*** Begin section ***
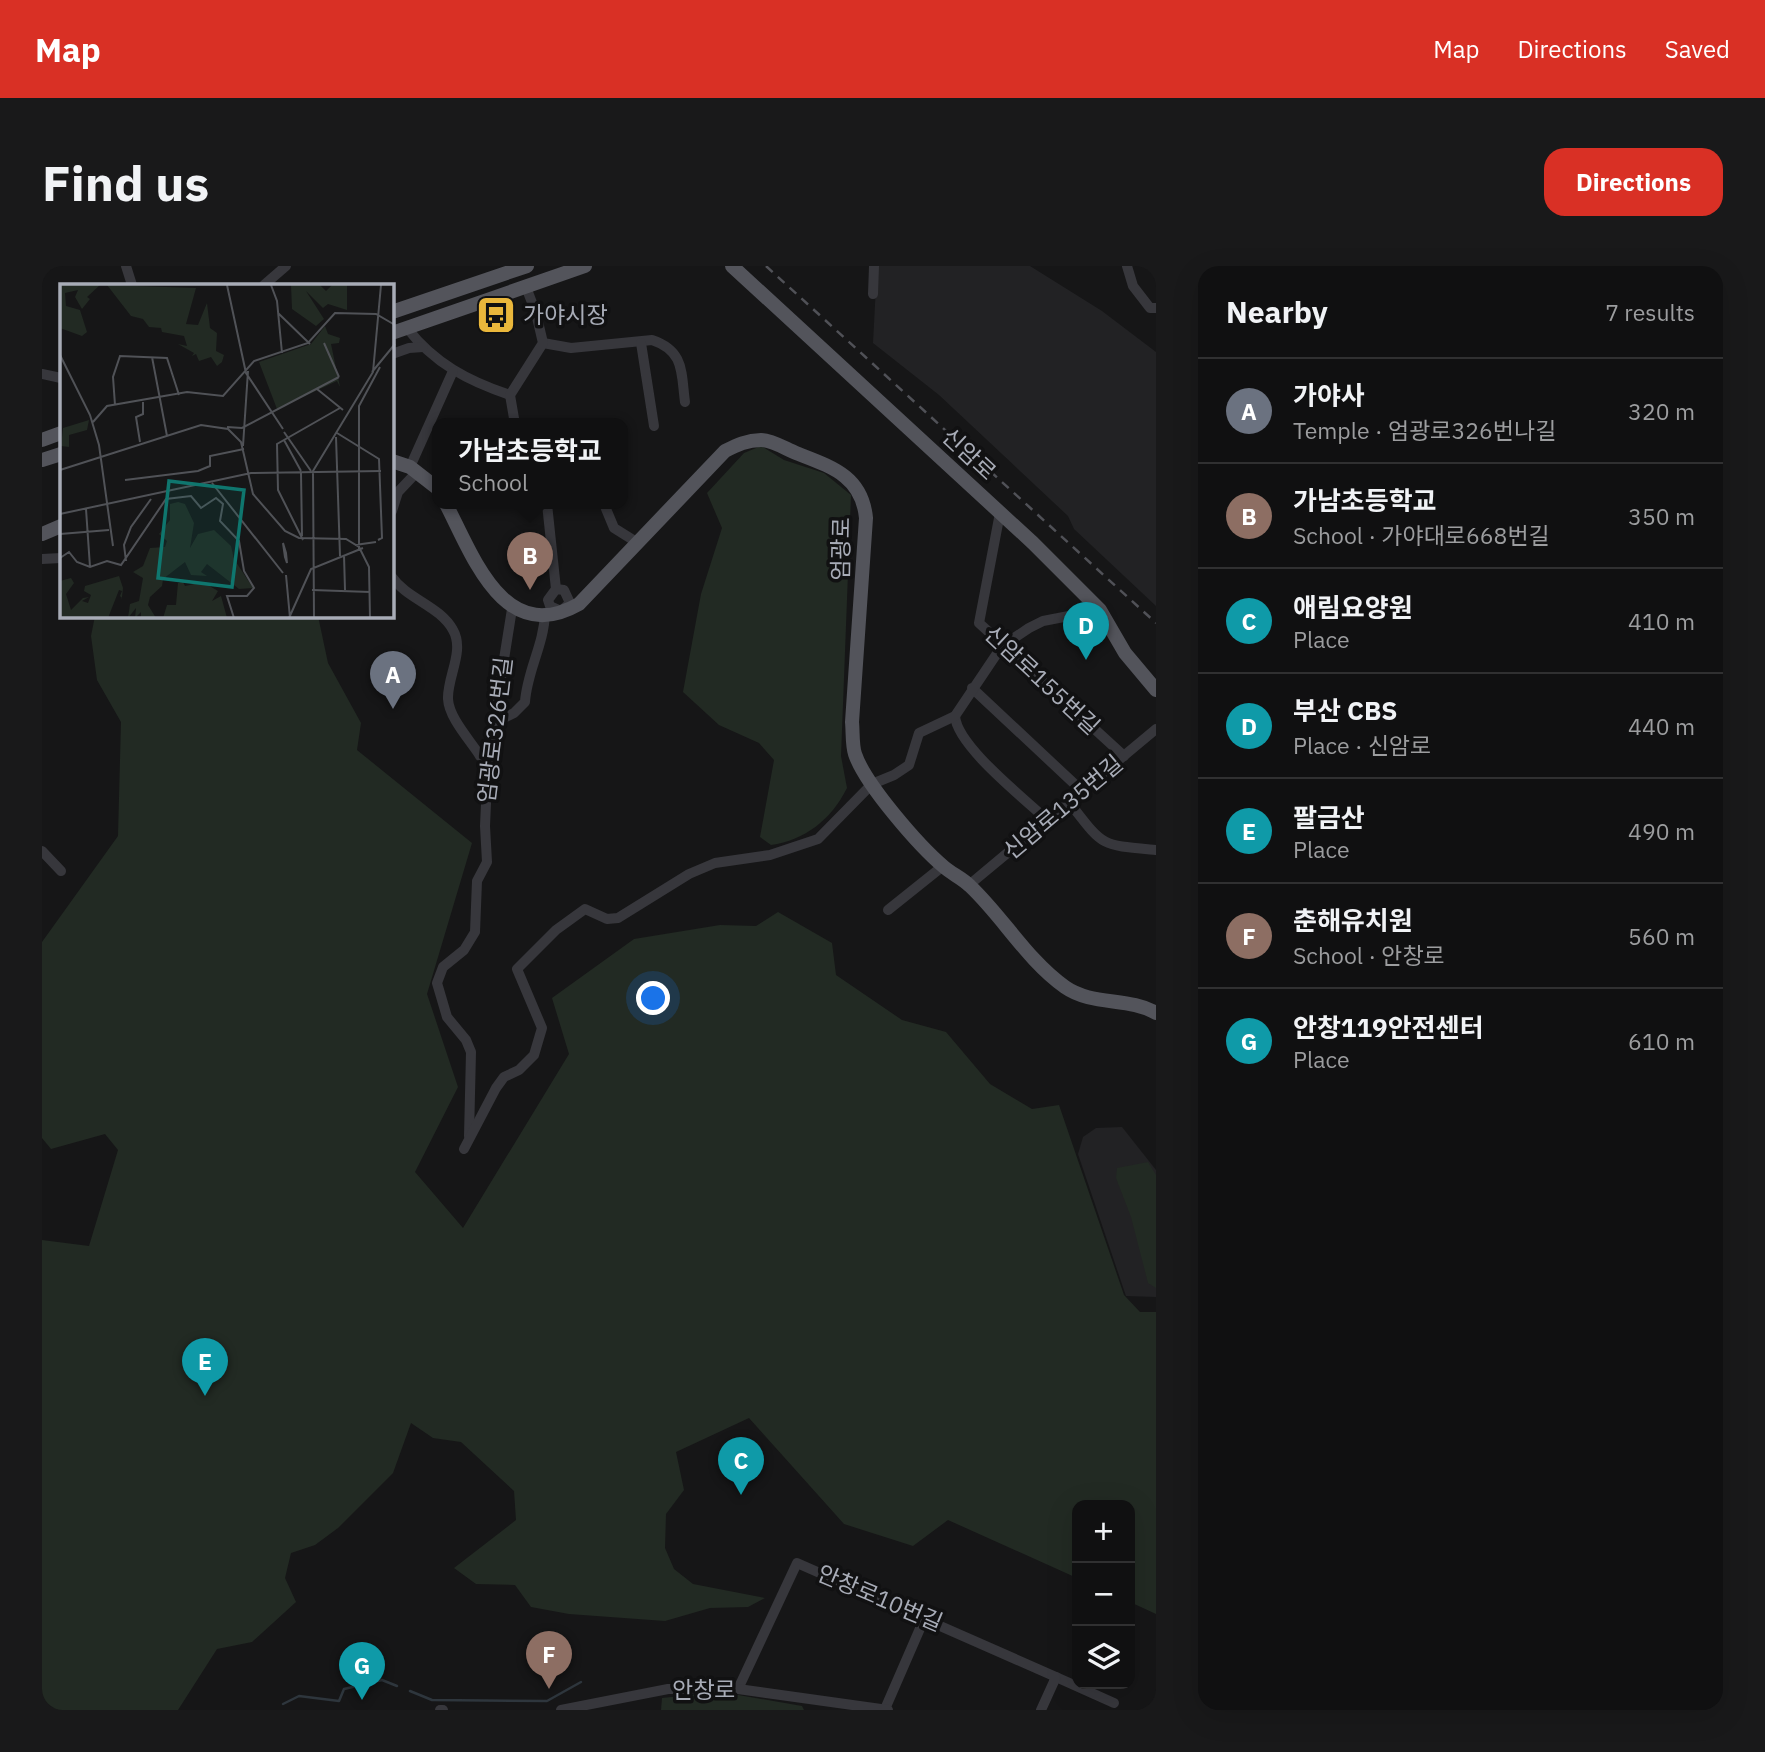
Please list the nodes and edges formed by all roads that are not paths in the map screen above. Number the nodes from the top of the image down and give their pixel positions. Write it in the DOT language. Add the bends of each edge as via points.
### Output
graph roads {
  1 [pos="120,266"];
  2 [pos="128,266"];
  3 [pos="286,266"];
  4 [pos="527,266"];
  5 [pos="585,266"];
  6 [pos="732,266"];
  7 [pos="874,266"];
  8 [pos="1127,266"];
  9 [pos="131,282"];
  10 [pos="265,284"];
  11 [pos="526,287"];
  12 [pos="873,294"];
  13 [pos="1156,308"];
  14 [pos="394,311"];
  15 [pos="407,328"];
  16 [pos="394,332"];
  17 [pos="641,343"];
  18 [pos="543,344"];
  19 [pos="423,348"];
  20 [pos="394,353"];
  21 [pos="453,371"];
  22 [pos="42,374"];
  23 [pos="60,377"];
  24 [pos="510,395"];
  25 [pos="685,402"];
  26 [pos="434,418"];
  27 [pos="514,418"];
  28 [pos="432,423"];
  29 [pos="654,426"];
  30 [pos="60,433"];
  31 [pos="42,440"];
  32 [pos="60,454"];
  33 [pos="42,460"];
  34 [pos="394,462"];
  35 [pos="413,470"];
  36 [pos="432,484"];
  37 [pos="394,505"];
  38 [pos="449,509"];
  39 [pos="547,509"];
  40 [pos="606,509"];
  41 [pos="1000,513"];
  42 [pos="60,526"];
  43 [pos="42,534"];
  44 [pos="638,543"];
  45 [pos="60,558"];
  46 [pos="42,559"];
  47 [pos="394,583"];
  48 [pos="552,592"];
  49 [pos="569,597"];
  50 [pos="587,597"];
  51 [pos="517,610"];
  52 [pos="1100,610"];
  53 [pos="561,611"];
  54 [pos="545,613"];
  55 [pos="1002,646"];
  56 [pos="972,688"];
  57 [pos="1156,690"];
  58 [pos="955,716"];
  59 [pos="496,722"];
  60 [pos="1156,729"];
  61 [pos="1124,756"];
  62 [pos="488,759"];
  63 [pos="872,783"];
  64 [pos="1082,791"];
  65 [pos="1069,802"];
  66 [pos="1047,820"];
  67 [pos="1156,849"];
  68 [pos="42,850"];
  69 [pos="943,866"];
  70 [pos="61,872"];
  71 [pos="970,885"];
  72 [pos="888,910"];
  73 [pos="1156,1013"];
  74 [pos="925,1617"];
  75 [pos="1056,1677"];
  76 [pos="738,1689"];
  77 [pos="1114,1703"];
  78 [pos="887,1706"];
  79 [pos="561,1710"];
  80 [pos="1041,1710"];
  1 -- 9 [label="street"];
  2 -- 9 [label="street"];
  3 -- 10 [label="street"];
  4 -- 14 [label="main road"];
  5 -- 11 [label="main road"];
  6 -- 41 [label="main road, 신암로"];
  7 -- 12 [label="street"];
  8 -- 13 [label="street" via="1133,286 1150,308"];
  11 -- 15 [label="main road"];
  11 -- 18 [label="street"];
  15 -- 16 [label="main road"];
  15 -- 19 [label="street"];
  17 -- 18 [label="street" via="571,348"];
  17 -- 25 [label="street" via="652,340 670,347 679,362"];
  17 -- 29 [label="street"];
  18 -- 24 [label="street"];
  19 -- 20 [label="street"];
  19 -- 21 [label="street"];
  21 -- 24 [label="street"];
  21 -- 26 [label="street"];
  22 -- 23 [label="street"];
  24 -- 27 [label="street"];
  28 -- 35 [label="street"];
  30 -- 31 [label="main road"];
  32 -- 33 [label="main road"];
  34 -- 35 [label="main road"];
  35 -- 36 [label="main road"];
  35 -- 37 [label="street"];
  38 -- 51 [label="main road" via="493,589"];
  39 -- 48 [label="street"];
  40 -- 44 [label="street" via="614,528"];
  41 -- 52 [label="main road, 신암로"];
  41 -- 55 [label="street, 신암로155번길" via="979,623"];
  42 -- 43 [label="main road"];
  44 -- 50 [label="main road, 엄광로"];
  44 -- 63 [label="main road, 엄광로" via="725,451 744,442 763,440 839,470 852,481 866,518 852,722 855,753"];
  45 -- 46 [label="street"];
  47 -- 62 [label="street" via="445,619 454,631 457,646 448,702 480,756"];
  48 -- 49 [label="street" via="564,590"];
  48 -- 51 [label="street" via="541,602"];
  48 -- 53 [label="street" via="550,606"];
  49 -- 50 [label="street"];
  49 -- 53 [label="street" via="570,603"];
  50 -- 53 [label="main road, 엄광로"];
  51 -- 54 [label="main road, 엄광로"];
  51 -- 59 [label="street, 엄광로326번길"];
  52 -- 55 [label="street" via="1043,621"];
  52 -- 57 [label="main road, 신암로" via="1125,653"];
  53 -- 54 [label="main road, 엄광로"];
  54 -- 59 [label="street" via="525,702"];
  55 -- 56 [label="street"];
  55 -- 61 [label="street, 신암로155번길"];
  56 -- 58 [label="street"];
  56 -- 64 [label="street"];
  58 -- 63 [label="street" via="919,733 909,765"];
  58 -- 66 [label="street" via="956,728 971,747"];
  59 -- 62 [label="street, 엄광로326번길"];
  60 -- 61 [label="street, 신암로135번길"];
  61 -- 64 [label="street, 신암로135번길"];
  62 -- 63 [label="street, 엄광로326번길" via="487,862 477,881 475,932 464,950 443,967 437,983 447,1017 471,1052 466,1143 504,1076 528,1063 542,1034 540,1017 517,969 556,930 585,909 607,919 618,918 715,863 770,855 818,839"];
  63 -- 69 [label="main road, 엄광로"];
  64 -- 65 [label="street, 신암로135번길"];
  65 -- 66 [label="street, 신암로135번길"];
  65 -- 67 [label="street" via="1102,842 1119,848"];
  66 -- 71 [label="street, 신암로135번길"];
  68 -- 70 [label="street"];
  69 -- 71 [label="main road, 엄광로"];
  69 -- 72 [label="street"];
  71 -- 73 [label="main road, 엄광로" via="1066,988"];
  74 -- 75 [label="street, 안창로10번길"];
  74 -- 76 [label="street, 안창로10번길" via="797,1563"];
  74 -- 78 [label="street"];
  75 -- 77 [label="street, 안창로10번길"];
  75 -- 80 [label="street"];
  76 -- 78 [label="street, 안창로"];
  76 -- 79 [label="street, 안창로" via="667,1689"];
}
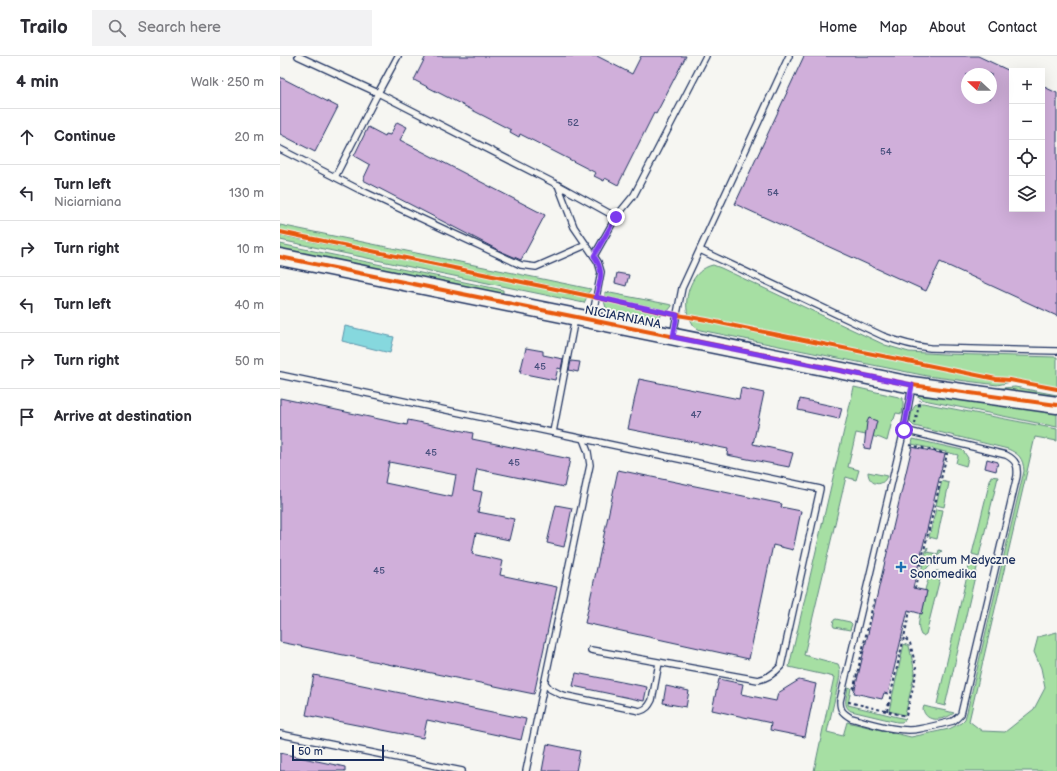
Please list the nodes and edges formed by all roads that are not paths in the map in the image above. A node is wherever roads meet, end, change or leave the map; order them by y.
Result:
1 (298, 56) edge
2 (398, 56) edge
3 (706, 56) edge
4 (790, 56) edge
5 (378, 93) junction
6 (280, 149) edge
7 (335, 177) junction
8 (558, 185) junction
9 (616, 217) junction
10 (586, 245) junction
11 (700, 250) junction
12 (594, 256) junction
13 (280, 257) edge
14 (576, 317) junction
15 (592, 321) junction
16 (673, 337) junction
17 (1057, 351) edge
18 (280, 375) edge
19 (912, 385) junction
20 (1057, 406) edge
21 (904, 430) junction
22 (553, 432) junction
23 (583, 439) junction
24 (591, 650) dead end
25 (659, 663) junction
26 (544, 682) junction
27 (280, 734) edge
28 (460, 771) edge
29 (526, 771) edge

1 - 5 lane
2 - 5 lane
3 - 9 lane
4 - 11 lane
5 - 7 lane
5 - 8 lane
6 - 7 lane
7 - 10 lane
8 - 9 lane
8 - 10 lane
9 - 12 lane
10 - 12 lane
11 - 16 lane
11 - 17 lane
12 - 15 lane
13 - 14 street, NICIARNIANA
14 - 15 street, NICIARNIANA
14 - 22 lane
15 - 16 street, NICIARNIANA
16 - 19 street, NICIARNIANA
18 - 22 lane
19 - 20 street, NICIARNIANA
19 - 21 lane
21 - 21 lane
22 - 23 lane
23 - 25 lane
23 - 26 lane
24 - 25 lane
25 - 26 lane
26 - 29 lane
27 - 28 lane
*** End section ***
[Directions for this task] Pictures aside, return all of the material exactly as written.

[Solution to this exercise]
Please list the nodes and edges formed by all roads that are not paths in the map screen above. Number the nodes from the top of the image down and give their pixel positions. Write it in the DOT language. Add the bends of each edge as via points.
### Output
graph roads {
  1 [pos="120,266"];
  2 [pos="128,266"];
  3 [pos="286,266"];
  4 [pos="527,266"];
  5 [pos="585,266"];
  6 [pos="732,266"];
  7 [pos="874,266"];
  8 [pos="1127,266"];
  9 [pos="131,282"];
  10 [pos="265,284"];
  11 [pos="526,287"];
  12 [pos="873,294"];
  13 [pos="1156,308"];
  14 [pos="394,311"];
  15 [pos="407,328"];
  16 [pos="394,332"];
  17 [pos="641,343"];
  18 [pos="543,344"];
  19 [pos="423,348"];
  20 [pos="394,353"];
  21 [pos="453,371"];
  22 [pos="42,374"];
  23 [pos="60,377"];
  24 [pos="510,395"];
  25 [pos="685,402"];
  26 [pos="434,418"];
  27 [pos="514,418"];
  28 [pos="432,423"];
  29 [pos="654,426"];
  30 [pos="60,433"];
  31 [pos="42,440"];
  32 [pos="60,454"];
  33 [pos="42,460"];
  34 [pos="394,462"];
  35 [pos="413,470"];
  36 [pos="432,484"];
  37 [pos="394,505"];
  38 [pos="449,509"];
  39 [pos="547,509"];
  40 [pos="606,509"];
  41 [pos="1000,513"];
  42 [pos="60,526"];
  43 [pos="42,534"];
  44 [pos="638,543"];
  45 [pos="60,558"];
  46 [pos="42,559"];
  47 [pos="394,583"];
  48 [pos="552,592"];
  49 [pos="569,597"];
  50 [pos="587,597"];
  51 [pos="517,610"];
  52 [pos="1100,610"];
  53 [pos="561,611"];
  54 [pos="545,613"];
  55 [pos="1002,646"];
  56 [pos="972,688"];
  57 [pos="1156,690"];
  58 [pos="955,716"];
  59 [pos="496,722"];
  60 [pos="1156,729"];
  61 [pos="1124,756"];
  62 [pos="488,759"];
  63 [pos="872,783"];
  64 [pos="1082,791"];
  65 [pos="1069,802"];
  66 [pos="1047,820"];
  67 [pos="1156,849"];
  68 [pos="42,850"];
  69 [pos="943,866"];
  70 [pos="61,872"];
  71 [pos="970,885"];
  72 [pos="888,910"];
  73 [pos="1156,1013"];
  74 [pos="925,1617"];
  75 [pos="1056,1677"];
  76 [pos="738,1689"];
  77 [pos="1114,1703"];
  78 [pos="887,1706"];
  79 [pos="561,1710"];
  80 [pos="1041,1710"];
  1 -- 9 [label="street"];
  2 -- 9 [label="street"];
  3 -- 10 [label="street"];
  4 -- 14 [label="main road"];
  5 -- 11 [label="main road"];
  6 -- 41 [label="main road, 신암로"];
  7 -- 12 [label="street"];
  8 -- 13 [label="street" via="1133,286 1150,308"];
  11 -- 15 [label="main road"];
  11 -- 18 [label="street"];
  15 -- 16 [label="main road"];
  15 -- 19 [label="street"];
  17 -- 18 [label="street" via="571,348"];
  17 -- 25 [label="street" via="652,340 670,347 679,362"];
  17 -- 29 [label="street"];
  18 -- 24 [label="street"];
  19 -- 20 [label="street"];
  19 -- 21 [label="street"];
  21 -- 24 [label="street"];
  21 -- 26 [label="street"];
  22 -- 23 [label="street"];
  24 -- 27 [label="street"];
  28 -- 35 [label="street"];
  30 -- 31 [label="main road"];
  32 -- 33 [label="main road"];
  34 -- 35 [label="main road"];
  35 -- 36 [label="main road"];
  35 -- 37 [label="street"];
  38 -- 51 [label="main road" via="493,589"];
  39 -- 48 [label="street"];
  40 -- 44 [label="street" via="614,528"];
  41 -- 52 [label="main road, 신암로"];
  41 -- 55 [label="street, 신암로155번길" via="979,623"];
  42 -- 43 [label="main road"];
  44 -- 50 [label="main road, 엄광로"];
  44 -- 63 [label="main road, 엄광로" via="725,451 744,442 763,440 839,470 852,481 866,518 852,722 855,753"];
  45 -- 46 [label="street"];
  47 -- 62 [label="street" via="445,619 454,631 457,646 448,702 480,756"];
  48 -- 49 [label="street" via="564,590"];
  48 -- 51 [label="street" via="541,602"];
  48 -- 53 [label="street" via="550,606"];
  49 -- 50 [label="street"];
  49 -- 53 [label="street" via="570,603"];
  50 -- 53 [label="main road, 엄광로"];
  51 -- 54 [label="main road, 엄광로"];
  51 -- 59 [label="street, 엄광로326번길"];
  52 -- 55 [label="street" via="1043,621"];
  52 -- 57 [label="main road, 신암로" via="1125,653"];
  53 -- 54 [label="main road, 엄광로"];
  54 -- 59 [label="street" via="525,702"];
  55 -- 56 [label="street"];
  55 -- 61 [label="street, 신암로155번길"];
  56 -- 58 [label="street"];
  56 -- 64 [label="street"];
  58 -- 63 [label="street" via="919,733 909,765"];
  58 -- 66 [label="street" via="956,728 971,747"];
  59 -- 62 [label="street, 엄광로326번길"];
  60 -- 61 [label="street, 신암로135번길"];
  61 -- 64 [label="street, 신암로135번길"];
  62 -- 63 [label="street, 엄광로326번길" via="487,862 477,881 475,932 464,950 443,967 437,983 447,1017 471,1052 466,1143 504,1076 528,1063 542,1034 540,1017 517,969 556,930 585,909 607,919 618,918 715,863 770,855 818,839"];
  63 -- 69 [label="main road, 엄광로"];
  64 -- 65 [label="street, 신암로135번길"];
  65 -- 66 [label="street, 신암로135번길"];
  65 -- 67 [label="street" via="1102,842 1119,848"];
  66 -- 71 [label="street, 신암로135번길"];
  68 -- 70 [label="street"];
  69 -- 71 [label="main road, 엄광로"];
  69 -- 72 [label="street"];
  71 -- 73 [label="main road, 엄광로" via="1066,988"];
  74 -- 75 [label="street, 안창로10번길"];
  74 -- 76 [label="street, 안창로10번길" via="797,1563"];
  74 -- 78 [label="street"];
  75 -- 77 [label="street, 안창로10번길"];
  75 -- 80 [label="street"];
  76 -- 78 [label="street, 안창로"];
  76 -- 79 [label="street, 안창로" via="667,1689"];
}
Please list the nodes and edges formed by all roads that are not paths in the map in the image above. A node is wherever roads meet, end, change or leave the map; order them by y.
Result:
1 (298, 56) edge
2 (398, 56) edge
3 (706, 56) edge
4 (790, 56) edge
5 (378, 93) junction
6 (280, 149) edge
7 (335, 177) junction
8 (558, 185) junction
9 (616, 217) junction
10 (586, 245) junction
11 (700, 250) junction
12 (594, 256) junction
13 (280, 257) edge
14 (576, 317) junction
15 (592, 321) junction
16 (673, 337) junction
17 (1057, 351) edge
18 (280, 375) edge
19 (912, 385) junction
20 (1057, 406) edge
21 (904, 430) junction
22 (553, 432) junction
23 (583, 439) junction
24 (591, 650) dead end
25 (659, 663) junction
26 (544, 682) junction
27 (280, 734) edge
28 (460, 771) edge
29 (526, 771) edge

1 - 5 lane
2 - 5 lane
3 - 9 lane
4 - 11 lane
5 - 7 lane
5 - 8 lane
6 - 7 lane
7 - 10 lane
8 - 9 lane
8 - 10 lane
9 - 12 lane
10 - 12 lane
11 - 16 lane
11 - 17 lane
12 - 15 lane
13 - 14 street, NICIARNIANA
14 - 15 street, NICIARNIANA
14 - 22 lane
15 - 16 street, NICIARNIANA
16 - 19 street, NICIARNIANA
18 - 22 lane
19 - 20 street, NICIARNIANA
19 - 21 lane
21 - 21 lane
22 - 23 lane
23 - 25 lane
23 - 26 lane
24 - 25 lane
25 - 26 lane
26 - 29 lane
27 - 28 lane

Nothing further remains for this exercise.